Given how important “conservation” is to, well, protecting wildlife, you’d think that there would be general agreement on what the term means. Turns out that is not the case. Although the word appears in many state statutes, it often goes undefined, leading to widespread confusion about what state wildlife managers ought to be doing.
In an effort to provide guidance to Washington State wildlife managers in the face of a biodiversity crisis and other threats, in 2021 the Washington Fish and Wildlife Commission (WFWC) released a three-page draft conservation policy.
The proposed policy declares conservation of the state’s wildlife for the benefit of all residents to be the top priority of wildlife management in the state. Conservation is defined as: Science informed actions to preserve the health and resilience of natural environments including fish, wildlife and humans, safeguard the intrinsic value of nature, and provide equitable benefits to current and future generations of human and non-human life. These actions include protecting and restoring air, soil, water, biological diversity, ecosystem processes and evolutionary potential.
The draft policy has proved surprisingly controversial.
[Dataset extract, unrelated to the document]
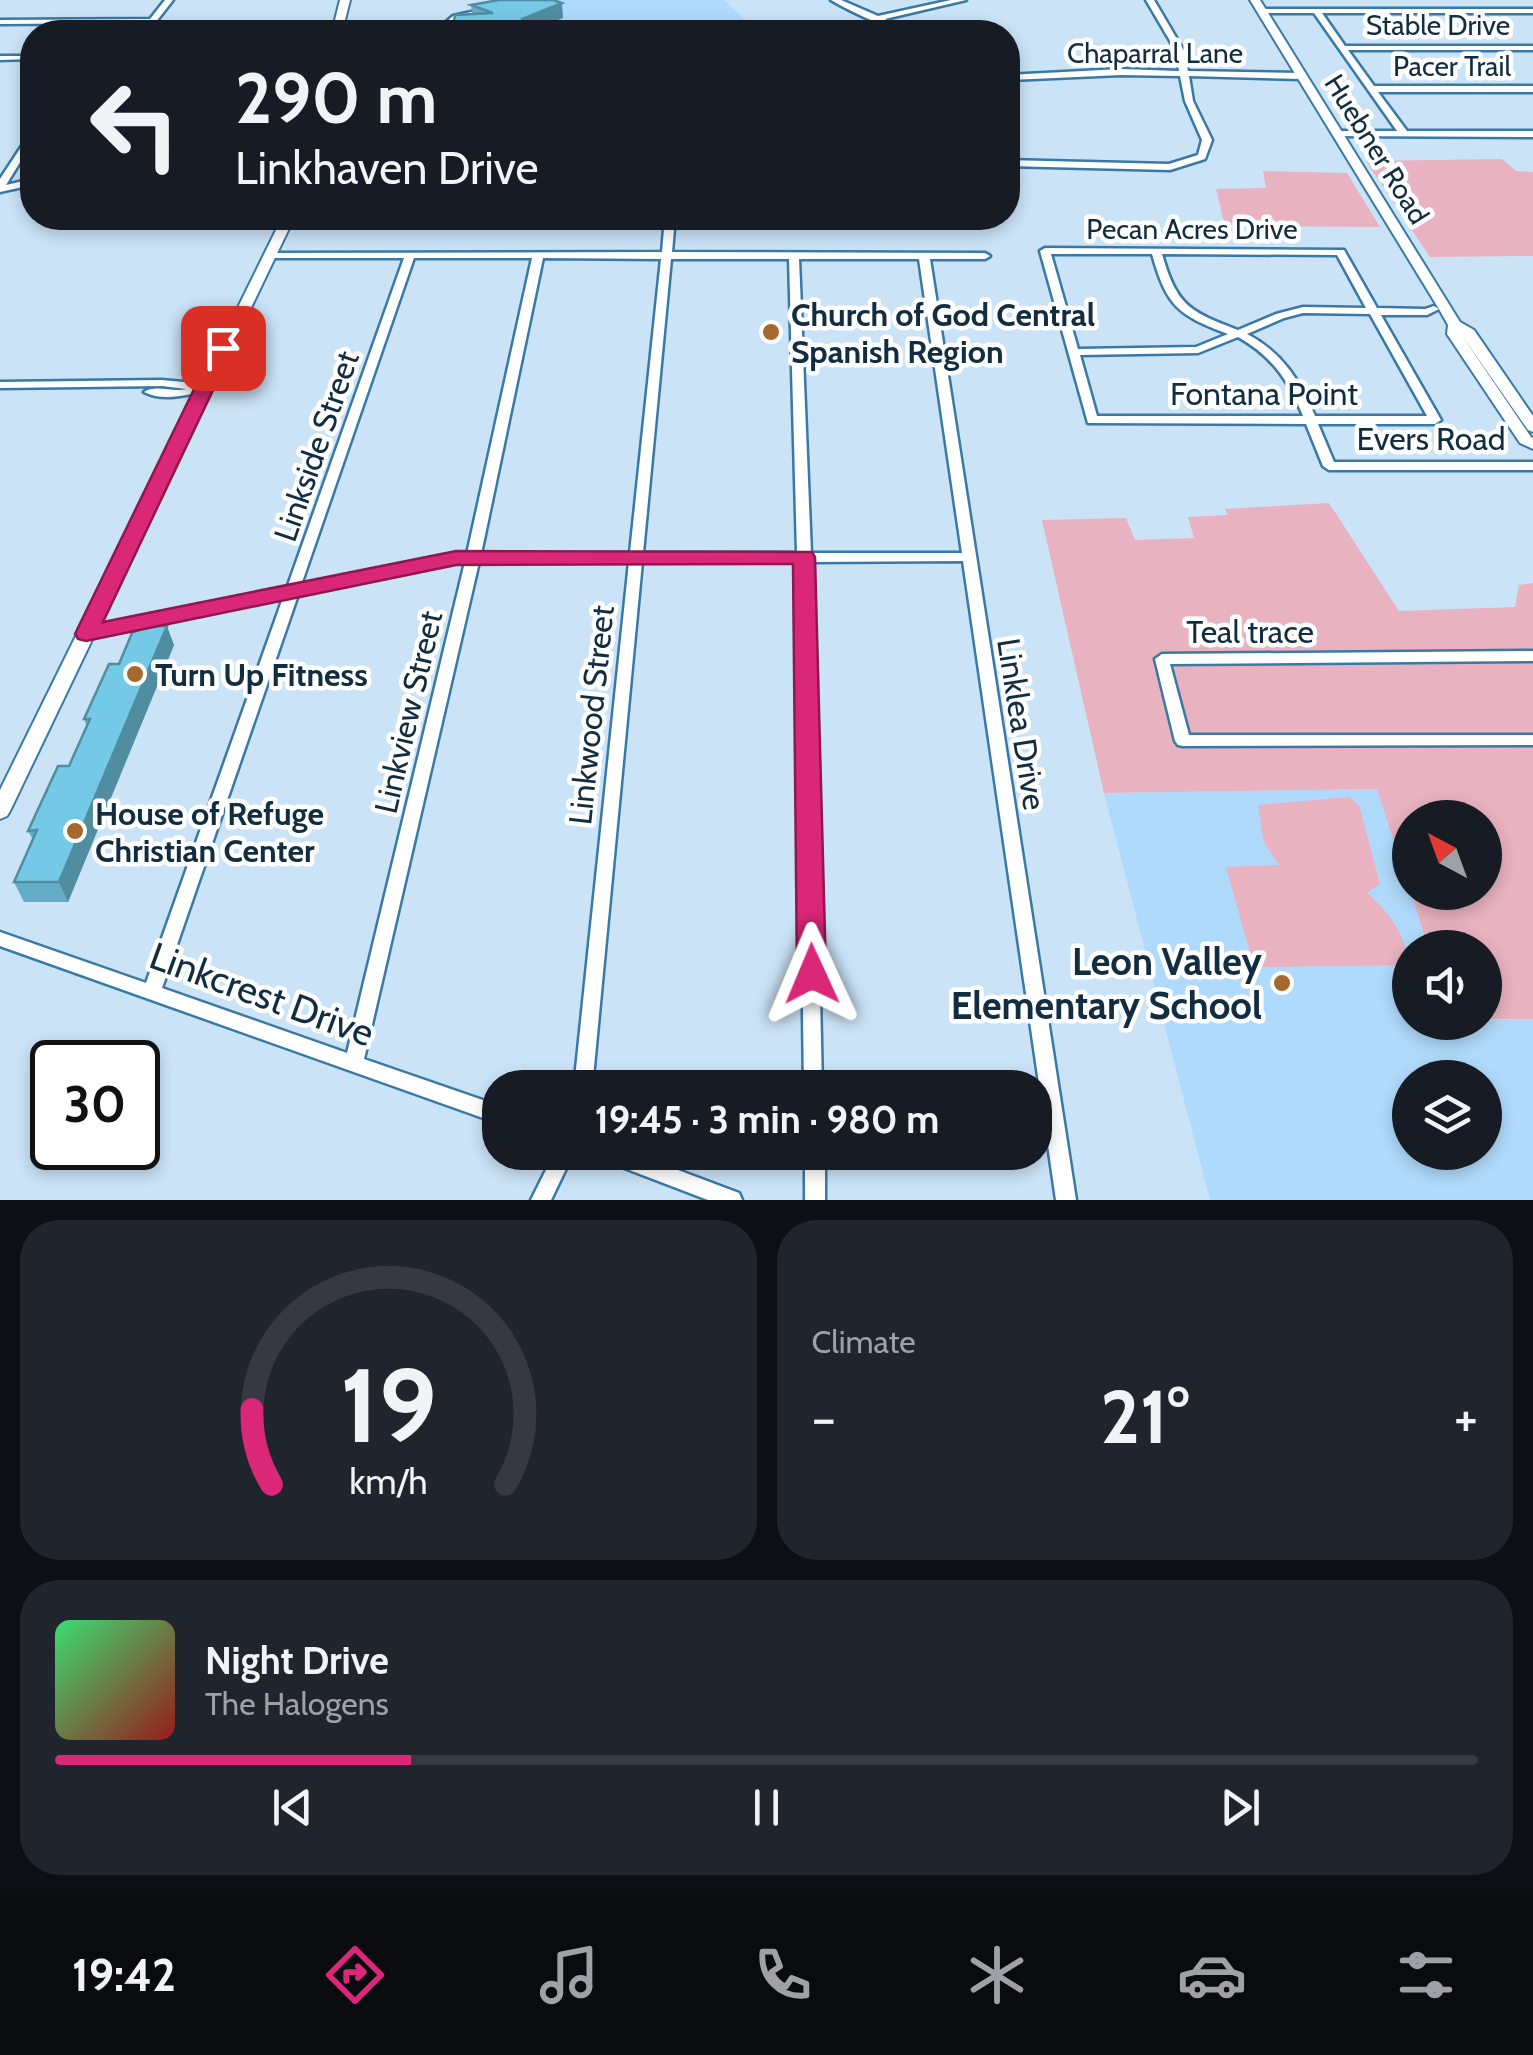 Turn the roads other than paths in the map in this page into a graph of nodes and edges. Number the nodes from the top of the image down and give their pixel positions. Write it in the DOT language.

Wildlife advocates like Washington Wildlife First–a Wildlife for All coalition partner–strongly support it, but many hunting groups like the Rocky Mountain Elk Foundation oppose it as a threat to traditional values and hunting culture. They object to the use of terms like “preserve” and “intrinsic value” in the definition of conservation, which they argue should emphasize sustainable consumptive use of wildlife.
The debate in Washington over something as fundamental as the meaning and importance of conservation indicates how entrenched state wildlife management is throughout the U.S., and the challenge Wildlife for All and our partners face in reforming it.